In the 1970s and 80s, it was discovered that the ozone layer was thinning. Chlorine in CFCs (chlorofluorocarbons) from fridges and aerosols, and chemicals emissions from the Concorde were reacting with the ozone, depleting it.
The main hole in the ozone was over Antarctica. But why was that a problem? Because it didn’t just include the South Pole, it affected a large part of Australia and New Zealand, resulting in a skin cancer incidence four times higher than the global average.
The Skin Cancer Foundation has a nice graph mapping the depletion of the layer since 1970. Deep red colour (500 Dobson units) marks areas where the layer was thick, and blue (100 Dobson units) marks the recent thin parts, directly over the South Pole.

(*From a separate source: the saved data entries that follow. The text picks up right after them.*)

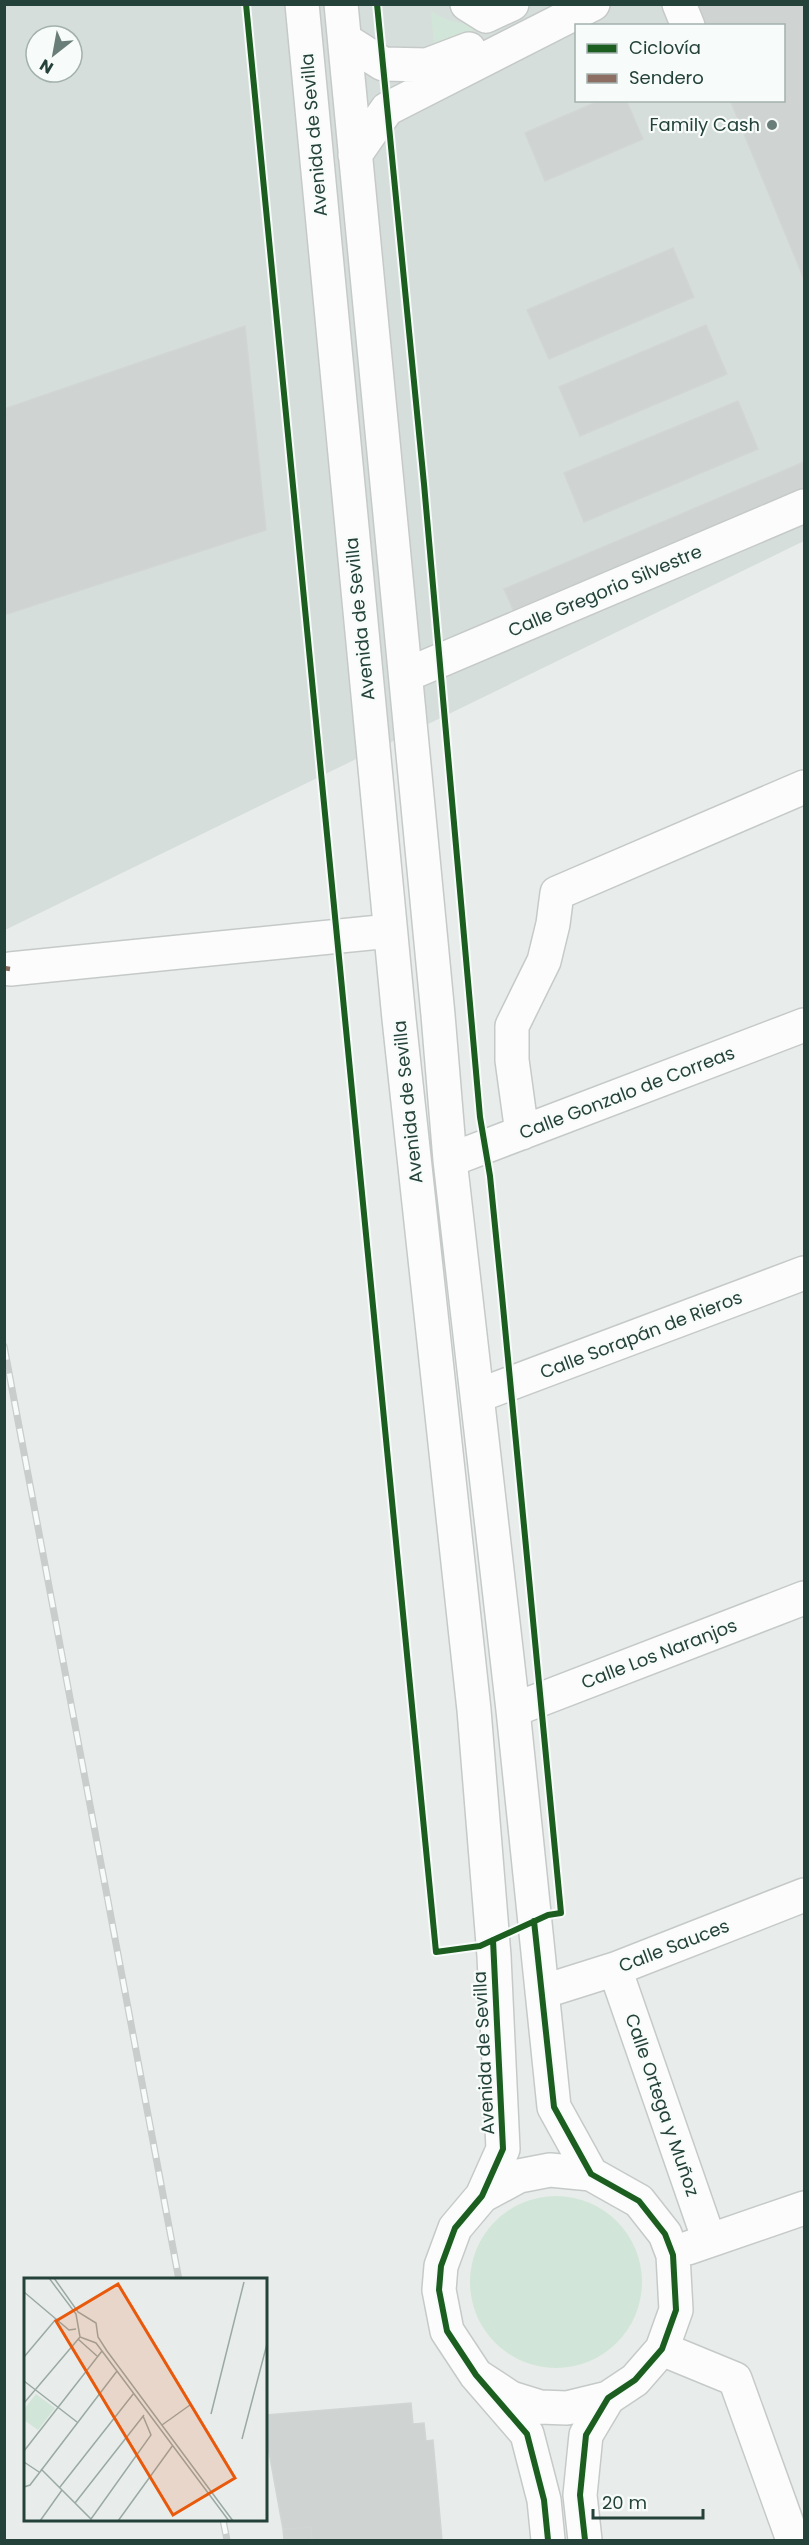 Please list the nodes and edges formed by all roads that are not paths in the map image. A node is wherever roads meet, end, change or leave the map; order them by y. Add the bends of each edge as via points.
1 (302, 4) edge
2 (341, 4) edge
3 (467, 4) edge
4 (512, 4) edge
5 (588, 4) edge
6 (593, 4) edge
7 (679, 4) edge
8 (687, 24) edge
9 (345, 40) junction
10 (355, 155) junction
11 (804, 506) edge
12 (405, 675) junction
13 (804, 787) edge
14 (390, 931) junction
15 (10, 969) dead end
16 (804, 1024) edge
17 (522, 1133) junction
18 (450, 1160) junction
19 (804, 1274) edge
20 (477, 1396) junction
21 (804, 1598) edge
22 (513, 1710) junction
23 (804, 1895) edge
24 (615, 1969) junction
25 (542, 1992) junction
26 (591, 2174) junction
27 (482, 2196) junction
28 (804, 2208) edge
29 (709, 2240) junction
30 (673, 2255) junction
31 (662, 2349) junction
32 (476, 2375) junction
33 (608, 2398) junction
34 (548, 2541) edge
35 (585, 2541) edge
36 (793, 2541) edge

1 - 14 street, Avenida de Sevilla
2 - 9 street, Avenida de Sevilla
3 - 4 street via 486,16
5 - 9 street via 427,64 382,64
6 - 10 street via 387,110
7 - 8 street
9 - 10 street, Avenida de Sevilla
10 - 12 street, Avenida de Sevilla
11 - 12 street, Calle Gregorio Silvestre
12 - 18 street, Avenida de Sevilla
13 - 17 street via 557,893 544,961 512,1026 512,1060
14 - 15 street
14 - 27 street, Avenida de Sevilla via 474,1710 494,1956 504,2149
16 - 17 street, Calle Gonzalo de Correas
17 - 18 street, Calle Gonzalo de Correas
18 - 20 street, Avenida de Sevilla
19 - 20 street, Calle Sorapán de Rieros
20 - 22 street, Avenida de Sevilla
21 - 22 street, Calle Los Naranjos
22 - 25 street, Avenida de Sevilla
23 - 24 street, Calle Sauces
24 - 25 street, Calle Sauces
24 - 29 street, Calle Ortega y Muñoz
25 - 26 street, Avenida de Sevilla via 554,2107
26 - 27 street via 550,2170 519,2176
26 - 30 street via 639,2201 665,2234
27 - 32 street via 455,2228 441,2266 439,2290 447,2331
28 - 29 street
29 - 30 street
30 - 31 street via 676,2310
31 - 33 street via 635,2380
31 - 36 street via 735,2379
32 - 33 street via 511,2398 540,2407 567,2408
32 - 34 street via 526,2434 544,2500
33 - 35 street via 586,2435 580,2495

Image Source: Skin Cancer Foundation
Why does the hole happen over Antarctica? The answer lies in some fairly strange stratospheric weather conditions. Special types of cloud called polar stratospheric clouds form in the extremely cold night time air (- 42 degrees C) and cause chlorine molecules to break apart, forming free radicals. When the sun rises the UV light helps catalyse the destruction of the ozone by the chlorine free radicals.
Plus there is the ‘polar vortex.’ This is a circular wind pattern that stops ozone from other areas from filling the gap, perpetuating the hole. There is also a polar vortex over the Arctic – it is responsible for some of the wild weather in North America at the moment.

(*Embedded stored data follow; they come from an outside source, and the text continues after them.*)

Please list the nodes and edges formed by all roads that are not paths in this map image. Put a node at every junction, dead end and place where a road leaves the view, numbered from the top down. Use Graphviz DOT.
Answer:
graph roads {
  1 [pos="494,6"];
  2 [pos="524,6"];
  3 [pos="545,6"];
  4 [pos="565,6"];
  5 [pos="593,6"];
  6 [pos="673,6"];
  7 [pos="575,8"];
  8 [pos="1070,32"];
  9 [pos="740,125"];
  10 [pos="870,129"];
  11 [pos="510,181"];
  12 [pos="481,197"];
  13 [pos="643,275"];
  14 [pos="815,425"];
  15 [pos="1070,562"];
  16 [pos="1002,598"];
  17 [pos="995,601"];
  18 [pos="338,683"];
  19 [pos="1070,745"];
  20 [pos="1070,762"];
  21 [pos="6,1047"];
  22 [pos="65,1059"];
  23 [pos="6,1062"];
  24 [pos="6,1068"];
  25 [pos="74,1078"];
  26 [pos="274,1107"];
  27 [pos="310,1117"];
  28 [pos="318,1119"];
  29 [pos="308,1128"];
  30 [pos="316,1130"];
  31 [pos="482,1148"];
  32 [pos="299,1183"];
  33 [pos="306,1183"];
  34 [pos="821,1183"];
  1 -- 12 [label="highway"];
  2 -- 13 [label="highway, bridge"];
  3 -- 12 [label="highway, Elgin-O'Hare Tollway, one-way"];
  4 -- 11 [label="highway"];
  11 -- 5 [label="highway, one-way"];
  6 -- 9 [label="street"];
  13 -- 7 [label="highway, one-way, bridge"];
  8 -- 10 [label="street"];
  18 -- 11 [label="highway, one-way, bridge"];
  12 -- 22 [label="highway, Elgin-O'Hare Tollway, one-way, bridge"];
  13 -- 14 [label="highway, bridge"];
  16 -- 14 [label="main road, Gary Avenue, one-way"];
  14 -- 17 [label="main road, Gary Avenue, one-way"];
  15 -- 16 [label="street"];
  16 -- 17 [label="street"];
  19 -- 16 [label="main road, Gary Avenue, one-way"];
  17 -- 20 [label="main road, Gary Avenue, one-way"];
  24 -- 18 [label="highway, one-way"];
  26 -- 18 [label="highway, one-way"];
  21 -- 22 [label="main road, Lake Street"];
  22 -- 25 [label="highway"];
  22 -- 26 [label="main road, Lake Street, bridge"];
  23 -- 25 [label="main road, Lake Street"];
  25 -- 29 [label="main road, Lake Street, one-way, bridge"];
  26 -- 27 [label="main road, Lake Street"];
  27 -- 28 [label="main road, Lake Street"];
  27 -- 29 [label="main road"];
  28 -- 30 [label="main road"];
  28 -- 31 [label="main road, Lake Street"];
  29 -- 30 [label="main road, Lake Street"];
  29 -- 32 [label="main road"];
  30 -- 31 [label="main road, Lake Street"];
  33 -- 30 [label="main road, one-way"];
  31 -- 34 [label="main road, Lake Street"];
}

So what has happened to the Ozone layer recently? Its not in the news as much these days, mainly because its healing, and good stories aren’t often as newsworthy.
After an international ban on CFCs levels are finally declining and a recent news article by Huff Post reported that the hole in the ozone will recover completely by 2070.
What might have happened if we had done nothing about CFCs? By 2060 Ozone levels would have dropped by two thirds. Less ozone would mean more UVB rays reaching our skin, and a faster rate of burning – up to three times faster.
However, although UVB rays were thought to be the primary culprit in the development of skin cancer, we now know that UVA can also have a role. Both types of UV rays penetrate the skin and cause damage to the DNA. Most of the time DNA damage does little more than speed up aging, but if it happens in a critical place, skin cancer can develop. And its not just moles you have to watch out for, skin cancer can happen anywhere on the body. Any change should be watched carefully by a doctor and through self monitoring techniques such as mole-mapping.
It looks like we have avoided a major epidemic, but that’s not to say its safe in the sun. Now we know that UVA light causes a lot of damage, and the ozone doesn’t protect us from that.